● ABOUT THIS EXERCISE:
Go over the data and keep only the lines that include "MASHUJAA".

● RECORDS SUPPLIED:
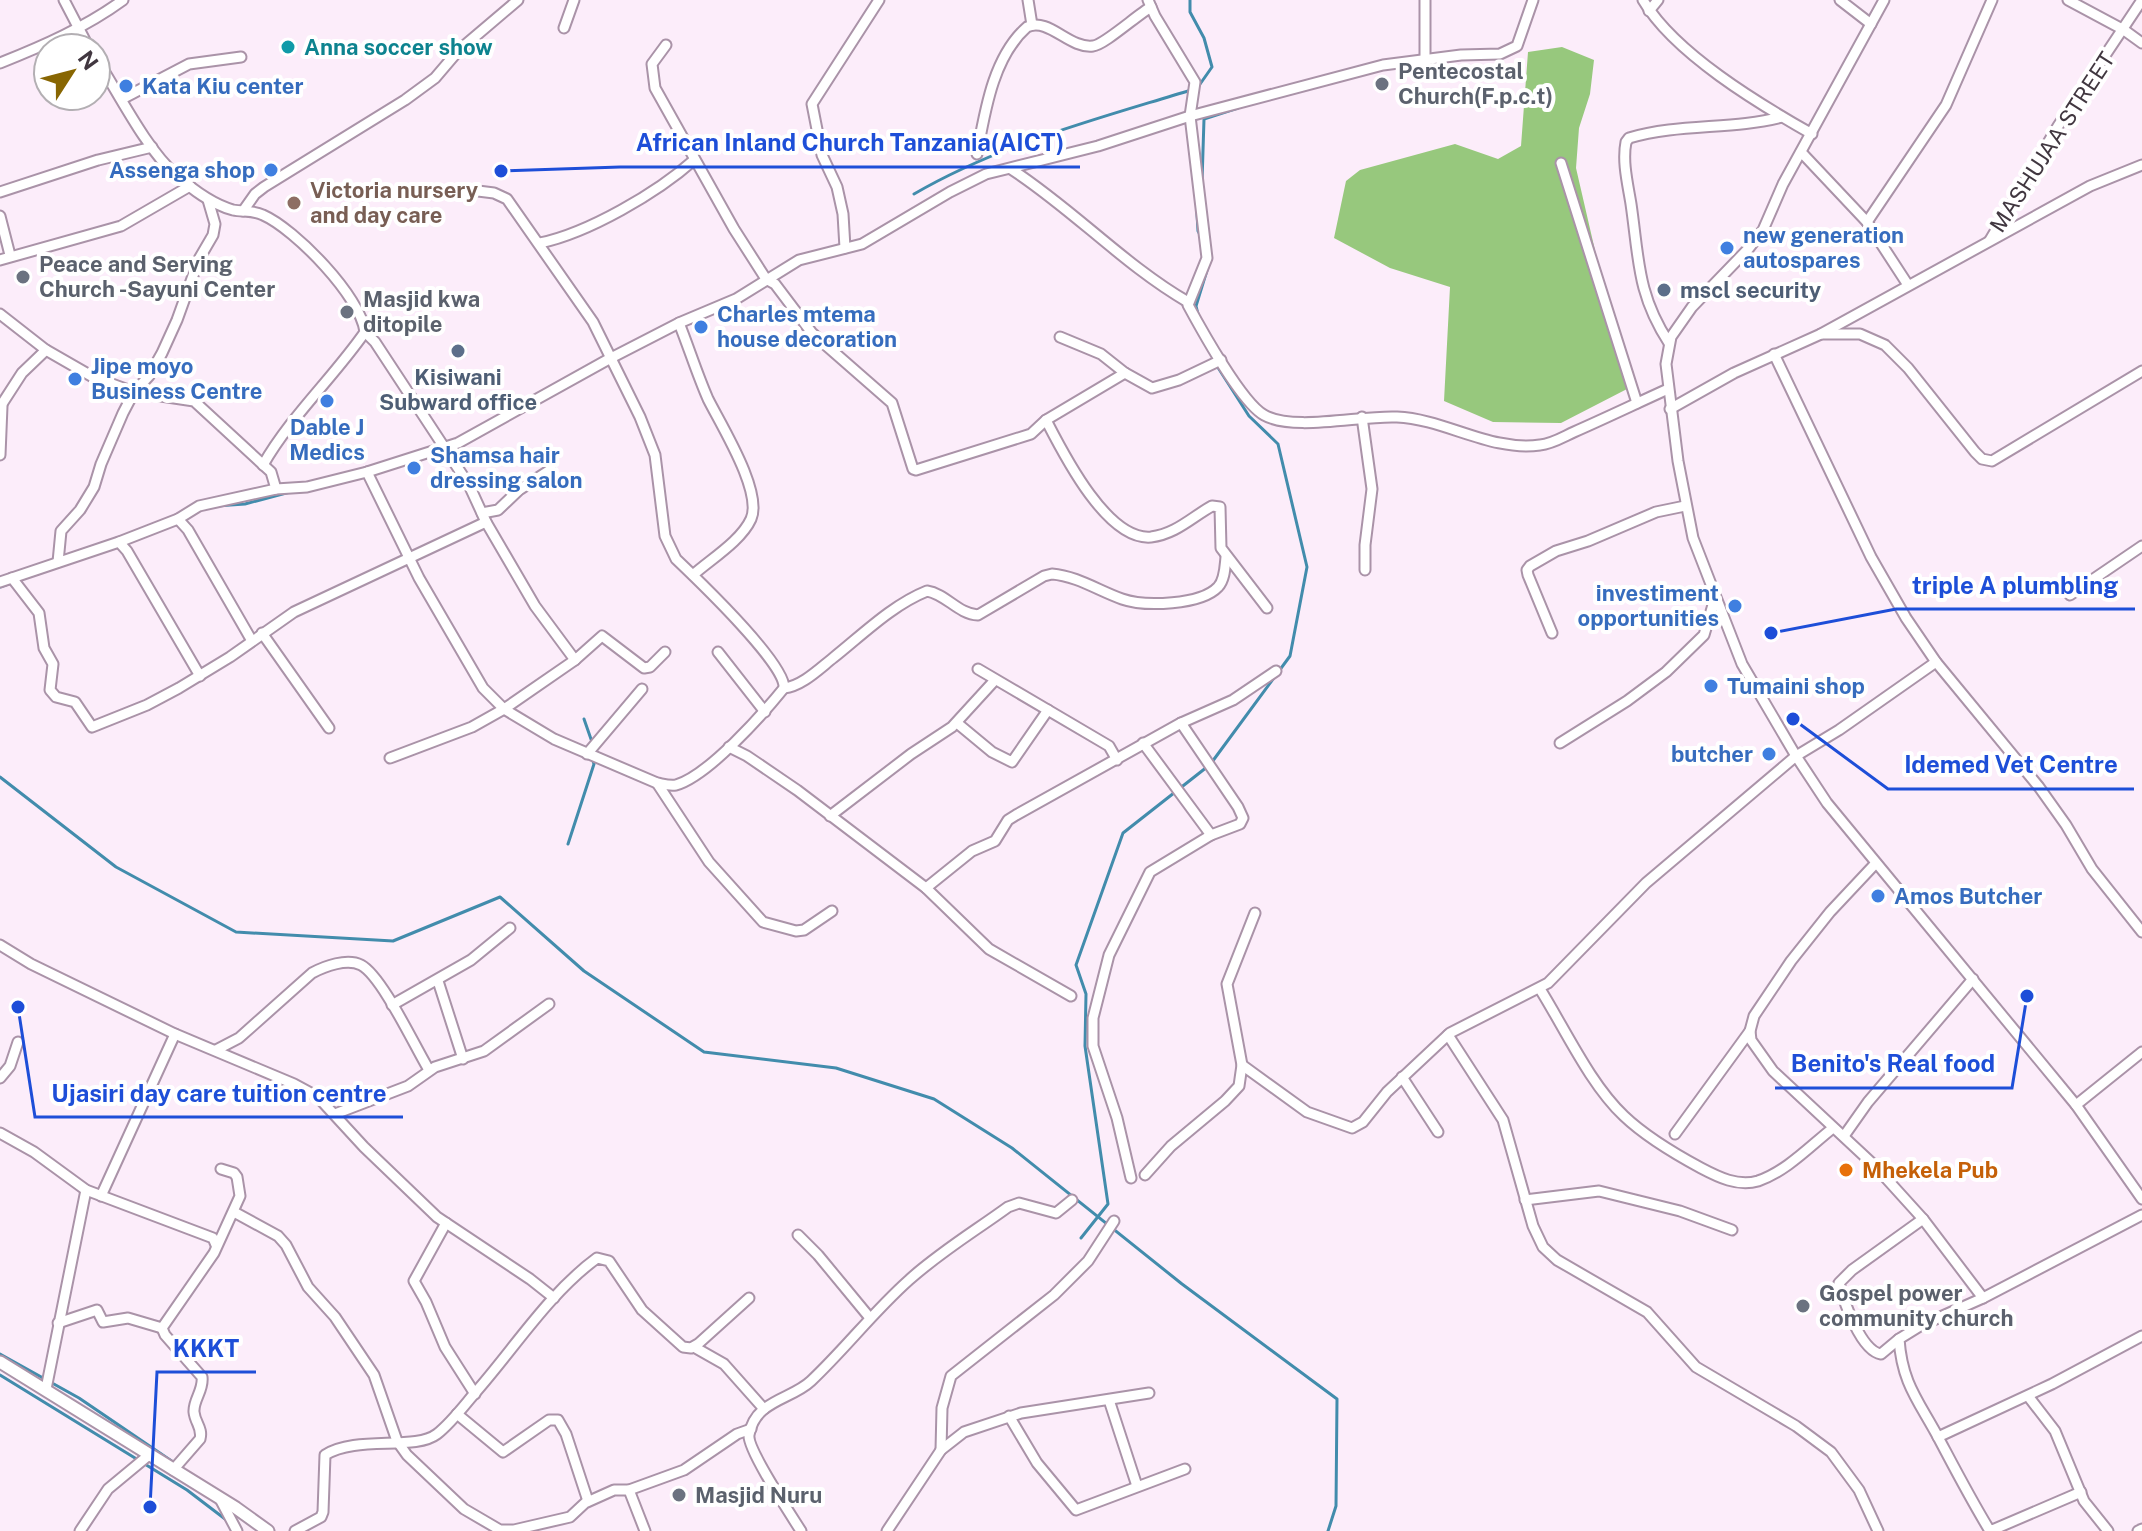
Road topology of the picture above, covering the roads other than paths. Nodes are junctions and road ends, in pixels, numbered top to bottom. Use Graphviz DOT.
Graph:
graph roads {
  1 [pos="64,0"];
  2 [pos="123,0"];
  3 [pos="518,0"];
  4 [pos="574,0"];
  5 [pos="879,0"];
  6 [pos="1028,0"];
  7 [pos="1425,0"];
  8 [pos="1533,0"];
  9 [pos="1643,0"];
  10 [pos="1658,0"];
  11 [pos="1840,0"];
  12 [pos="1884,0"];
  13 [pos="1992,0"];
  14 [pos="2068,0"];
  15 [pos="2142,0"];
  16 [pos="1150,4"];
  17 [pos="1649,11"];
  18 [pos="1871,24"];
  19 [pos="1032,25"];
  20 [pos="77,28"];
  21 [pos="564,28"];
  22 [pos="2124,30"];
  23 [pos="79,32"];
  24 [pos="2142,43"];
  25 [pos="666,45"];
  26 [pos="241,57"];
  27 [pos="1425,60"];
  28 [pos="0,63"];
  29 [pos="112,83"];
  30 [pos="122,99"];
  31 [pos="1190,116"];
  32 [pos="1782,117"];
  33 [pos="1812,134"];
  34 [pos="152,147"];
  35 [pos="1801,152"];
  36 [pos="977,154"];
  37 [pos="694,160"];
  38 [pos="1561,163"];
  39 [pos="2142,165"];
  40 [pos="1011,169"];
  41 [pos="190,186"];
  42 [pos="478,191"];
  43 [pos="0,192"];
  44 [pos="208,200"];
  45 [pos="243,211"];
  46 [pos="0,216"];
  47 [pos="1867,222"];
  48 [pos="540,243"];
  49 [pos="1988,243"];
  50 [pos="845,248"];
  51 [pos="10,255"];
  52 [pos="0,260"];
  53 [pos="766,279"];
  54 [pos="1908,285"];
  55 [pos="1188,302"];
  56 [pos="0,314"];
  57 [pos="679,323"];
  58 [pos="365,332"];
  59 [pos="1821,334"];
  60 [pos="1060,337"];
  61 [pos="1669,343"];
  62 [pos="46,350"];
  63 [pos="1774,354"];
  64 [pos="609,359"];
  65 [pos="1221,360"];
  66 [pos="2142,371"];
  67 [pos="1125,373"];
  68 [pos="1668,389"];
  69 [pos="134,392"];
  70 [pos="1637,403"];
  71 [pos="1,406"];
  72 [pos="1670,409"];
  73 [pos="1362,417"];
  74 [pos="1046,420"];
  75 [pos="443,446"];
  76 [pos="0,455"];
  77 [pos="263,465"];
  78 [pos="550,470"];
  79 [pos="367,472"];
  80 [pos="276,489"];
  81 [pos="1685,506"];
  82 [pos="484,517"];
  83 [pos="178,519"];
  84 [pos="119,542"];
  85 [pos="2142,546"];
  86 [pos="1226,557"];
  87 [pos="410,558"];
  88 [pos="58,562"];
  89 [pos="1365,570"];
  90 [pos="693,575"];
  91 [pos="12,578"];
  92 [pos="0,582"];
  93 [pos="2070,595"];
  94 [pos="1715,598"];
  95 [pos="1267,608"];
  96 [pos="262,633"];
  97 [pos="1552,633"];
  98 [pos="252,641"];
  99 [pos="665,652"];
  100 [pos="718,652"];
  101 [pos="575,660"];
  102 [pos="1936,662"];
  103 [pos="978,669"];
  104 [pos="1276,671"];
  105 [pos="200,676"];
  106 [pos="995,680"];
  107 [pos="784,688"];
  108 [pos="642,689"];
  109 [pos="504,709"];
  110 [pos="1048,710"];
  111 [pos="765,712"];
  112 [pos="957,723"];
  113 [pos="1181,723"];
  114 [pos="329,728"];
  115 [pos="1143,743"];
  116 [pos="1560,743"];
  117 [pos="729,747"];
  118 [pos="587,754"];
  119 [pos="1796,756"];
  120 [pos="390,758"];
  121 [pos="1117,760"];
  122 [pos="657,783"];
  123 [pos="830,816"];
  124 [pos="1211,835"];
  125 [pos="1876,863"];
  126 [pos="926,888"];
  127 [pos="832,911"];
  128 [pos="1255,913"];
  129 [pos="510,928"];
  130 [pos="2142,932"];
  131 [pos="0,945"];
  132 [pos="1973,979"];
  133 [pos="438,981"];
  134 [pos="1540,989"];
  135 [pos="1071,996"];
  136 [pos="549,1004"];
  137 [pos="392,1005"];
  138 [pos="1750,1031"];
  139 [pos="175,1034"];
  140 [pos="1448,1035"];
  141 [pos="18,1042"];
  142 [pos="215,1050"];
  143 [pos="2142,1052"];
  144 [pos="463,1059"];
  145 [pos="1242,1065"];
  146 [pos="429,1070"];
  147 [pos="1402,1077"];
  148 [pos="0,1078"];
  149 [pos="2076,1105"];
  150 [pos="335,1114"];
  151 [pos="1833,1128"];
  152 [pos="1438,1132"];
  153 [pos="0,1133"];
  154 [pos="1675,1134"];
  155 [pos="1844,1136"];
  156 [pos="221,1169"];
  157 [pos="1145,1175"];
  158 [pos="1131,1178"];
  159 [pos="86,1190"];
  160 [pos="101,1196"];
  161 [pos="2142,1199"];
  162 [pos="1072,1200"];
  163 [pos="1525,1200"];
  164 [pos="234,1212"];
  165 [pos="2142,1215"];
  166 [pos="1923,1219"];
  167 [pos="1114,1221"];
  168 [pos="446,1223"];
  169 [pos="1732,1230"];
  170 [pos="798,1235"];
  171 [pos="216,1245"];
  172 [pos="554,1298"];
  173 [pos="749,1298"];
  174 [pos="1983,1298"];
  175 [pos="870,1318"];
  176 [pos="58,1323"];
  177 [pos="162,1328"];
  178 [pos="2142,1336"];
  179 [pos="1899,1339"];
  180 [pos="694,1347"];
  181 [pos="0,1362"];
  182 [pos="46,1389"];
  183 [pos="1149,1393"];
  184 [pos="475,1394"];
  185 [pos="2028,1396"];
  186 [pos="1109,1400"];
  187 [pos="764,1409"];
  188 [pos="457,1414"];
  189 [pos="1009,1416"];
  190 [pos="751,1429"];
  191 [pos="1938,1437"];
  192 [pos="397,1441"];
  193 [pos="941,1450"];
  194 [pos="149,1455"];
  195 [pos="1185,1469"];
  196 [pos="173,1470"];
  197 [pos="1137,1486"];
  198 [pos="629,1490"];
  199 [pos="2081,1492"];
  200 [pos="220,1499"];
  201 [pos="588,1501"];
  202 [pos="80,1531"];
  203 [pos="237,1531"];
  204 [pos="268,1531"];
  205 [pos="295,1531"];
  206 [pos="645,1531"];
  207 [pos="801,1531"];
  208 [pos="887,1531"];
  209 [pos="1878,1531"];
  210 [pos="2108,1531"];
  1 -- 20 [label="street"];
  2 -- 20 [label="street"];
  3 -- 45 [label="street"];
  4 -- 21 [label="street"];
  5 -- 50 [label="street"];
  6 -- 19 [label="street"];
  7 -- 27 [label="street"];
  8 -- 27 [label="street"];
  9 -- 17 [label="street"];
  10 -- 17 [label="street"];
  11 -- 18 [label="street"];
  12 -- 18 [label="street"];
  13 -- 47 [label="street"];
  14 -- 22 [label="street"];
  15 -- 22 [label="street, MASHUJAA STREET"];
  16 -- 19 [label="street"];
  16 -- 31 [label="street"];
  17 -- 32 [label="street"];
  18 -- 33 [label="street"];
  19 -- 36 [label="street"];
  20 -- 23 [label="street"];
  20 -- 28 [label="street"];
  22 -- 24 [label="street"];
  22 -- 49 [label="street, MASHUJAA STREET"];
  25 -- 37 [label="street"];
  26 -- 30 [label="street"];
  27 -- 31 [label="street"];
  29 -- 30 [label="street"];
  30 -- 34 [label="street"];
  31 -- 40 [label="street"];
  31 -- 55 [label="street"];
  32 -- 33 [label="street"];
  32 -- 61 [label="street"];
  33 -- 35 [label="street"];
  34 -- 41 [label="street"];
  34 -- 43 [label="street"];
  35 -- 47 [label="street"];
  35 -- 61 [label="street"];
  37 -- 48 [label="street"];
  37 -- 53 [label="street"];
  38 -- 70 [label="street"];
  39 -- 49 [label="street"];
  40 -- 50 [label="street"];
  40 -- 55 [label="street"];
  41 -- 44 [label="street"];
  41 -- 51 [label="street"];
  42 -- 48 [label="street"];
  44 -- 45 [label="street"];
  44 -- 69 [label="street"];
  45 -- 58 [label="street"];
  46 -- 51 [label="street"];
  47 -- 54 [label="street"];
  48 -- 64 [label="street"];
  49 -- 54 [label="street"];
  50 -- 53 [label="street"];
  51 -- 52 [label="street"];
  53 -- 57 [label="street"];
  53 -- 74 [label="street"];
  54 -- 59 [label="street"];
  55 -- 65 [label="street"];
  56 -- 62 [label="street"];
  57 -- 64 [label="street"];
  57 -- 90 [label="street"];
  58 -- 75 [label="street"];
  58 -- 77 [label="street"];
  59 -- 63 [label="street"];
  59 -- 66 [label="street"];
  60 -- 67 [label="street"];
  61 -- 68 [label="street"];
  62 -- 69 [label="street"];
  62 -- 71 [label="street"];
  63 -- 72 [label="street"];
  63 -- 102 [label="street"];
  64 -- 75 [label="street"];
  64 -- 90 [label="street"];
  65 -- 67 [label="street"];
  65 -- 73 [label="street"];
  67 -- 74 [label="street"];
  68 -- 70 [label="street"];
  68 -- 72 [label="street"];
  69 -- 77 [label="street"];
  69 -- 88 [label="street"];
  70 -- 73 [label="street"];
  71 -- 76 [label="street"];
  72 -- 81 [label="street"];
  73 -- 89 [label="street"];
  74 -- 86 [label="street"];
  75 -- 79 [label="street"];
  75 -- 82 [label="street"];
  77 -- 80 [label="street"];
  78 -- 82 [label="street"];
  79 -- 80 [label="street"];
  79 -- 87 [label="street"];
  80 -- 83 [label="street"];
  81 -- 94 [label="street"];
  81 -- 97 [label="street"];
  82 -- 87 [label="street"];
  82 -- 101 [label="street"];
  83 -- 84 [label="street"];
  83 -- 98 [label="street"];
  84 -- 88 [label="street"];
  84 -- 105 [label="street"];
  85 -- 93 [label="street"];
  86 -- 95 [label="street"];
  86 -- 107 [label="street"];
  87 -- 96 [label="street"];
  87 -- 109 [label="street"];
  88 -- 91 [label="street"];
  90 -- 107 [label="street"];
  91 -- 92 [label="street"];
  91 -- 105 [label="street"];
  94 -- 116 [label="street"];
  94 -- 119 [label="street"];
  96 -- 98 [label="street"];
  96 -- 114 [label="street"];
  98 -- 105 [label="street"];
  99 -- 101 [label="street"];
  100 -- 111 [label="street"];
  101 -- 109 [label="street"];
  102 -- 119 [label="street"];
  102 -- 130 [label="street"];
  103 -- 106 [label="street"];
  104 -- 113 [label="street"];
  106 -- 110 [label="street"];
  106 -- 112 [label="street"];
  107 -- 111 [label="street"];
  108 -- 118 [label="street"];
  109 -- 118 [label="street"];
  109 -- 120 [label="street"];
  110 -- 112 [label="street"];
  110 -- 121 [label="street"];
  111 -- 117 [label="street"];
  112 -- 123 [label="street"];
  113 -- 115 [label="street"];
  113 -- 124 [label="street"];
  115 -- 121 [label="street"];
  115 -- 124 [label="street"];
  117 -- 122 [label="street"];
  117 -- 123 [label="street"];
  118 -- 122 [label="street"];
  119 -- 125 [label="street"];
  119 -- 134 [label="street"];
  121 -- 126 [label="street"];
  122 -- 127 [label="street"];
  123 -- 126 [label="street"];
  124 -- 158 [label="street"];
  125 -- 132 [label="street"];
  125 -- 138 [label="street"];
  126 -- 135 [label="street"];
  128 -- 145 [label="street"];
  129 -- 133 [label="street"];
  131 -- 139 [label="street"];
  132 -- 149 [label="street"];
  132 -- 155 [label="street"];
  133 -- 137 [label="street"];
  133 -- 144 [label="street"];
  134 -- 140 [label="street"];
  134 -- 151 [label="street"];
  136 -- 144 [label="street"];
  137 -- 142 [label="street"];
  137 -- 146 [label="street"];
  138 -- 151 [label="street"];
  138 -- 154 [label="street"];
  139 -- 142 [label="street"];
  139 -- 160 [label="street"];
  140 -- 147 [label="street"];
  140 -- 163 [label="street"];
  141 -- 148 [label="street"];
  142 -- 150 [label="street"];
  143 -- 149 [label="street"];
  144 -- 146 [label="street"];
  145 -- 147 [label="street"];
  145 -- 157 [label="street"];
  146 -- 150 [label="street"];
  147 -- 152 [label="street"];
  149 -- 161 [label="street"];
  150 -- 168 [label="street"];
  151 -- 155 [label="street"];
  153 -- 159 [label="street"];
  155 -- 166 [label="street"];
  156 -- 164 [label="street"];
  159 -- 160 [label="street"];
  159 -- 176 [label="street"];
  160 -- 171 [label="street"];
  162 -- 175 [label="street"];
  163 -- 169 [label="street"];
  163 -- 209 [label="street"];
  164 -- 171 [label="street"];
  164 -- 192 [label="street"];
  165 -- 174 [label="street"];
  166 -- 174 [label="street"];
  166 -- 179 [label="street"];
  167 -- 193 [label="street"];
  168 -- 172 [label="street"];
  168 -- 184 [label="street"];
  170 -- 175 [label="street"];
  171 -- 177 [label="street"];
  172 -- 180 [label="street"];
  172 -- 184 [label="street"];
  173 -- 180 [label="street"];
  174 -- 179 [label="street"];
  175 -- 187 [label="street"];
  176 -- 177 [label="street"];
  176 -- 182 [label="street"];
  177 -- 196 [label="street"];
  178 -- 185 [label="street"];
  179 -- 191 [label="street"];
  180 -- 187 [label="street"];
  181 -- 182 [label="street"];
  182 -- 194 [label="street"];
  183 -- 186 [label="street"];
  184 -- 188 [label="street"];
  185 -- 191 [label="street"];
  185 -- 199 [label="street"];
  186 -- 189 [label="street"];
  186 -- 197 [label="street"];
  187 -- 190 [label="street"];
  188 -- 192 [label="street"];
  188 -- 201 [label="street"];
  189 -- 193 [label="street"];
  189 -- 197 [label="street"];
  190 -- 198 [label="street"];
  190 -- 207 [label="street"];
  191 -- 199 [label="street"];
  192 -- 201 [label="street"];
  192 -- 205 [label="street"];
  193 -- 208 [label="street"];
  194 -- 196 [label="street"];
  194 -- 202 [label="street"];
  195 -- 197 [label="street"];
  196 -- 200 [label="street"];
  198 -- 201 [label="street"];
  198 -- 206 [label="street"];
  199 -- 210 [label="street"];
  200 -- 203 [label="street"];
  200 -- 204 [label="street"];
}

● SOLUTION FOR THIS TASK:
  15 -- 22 [label="street, MASHUJAA STREET"];
  22 -- 49 [label="street, MASHUJAA STREET"];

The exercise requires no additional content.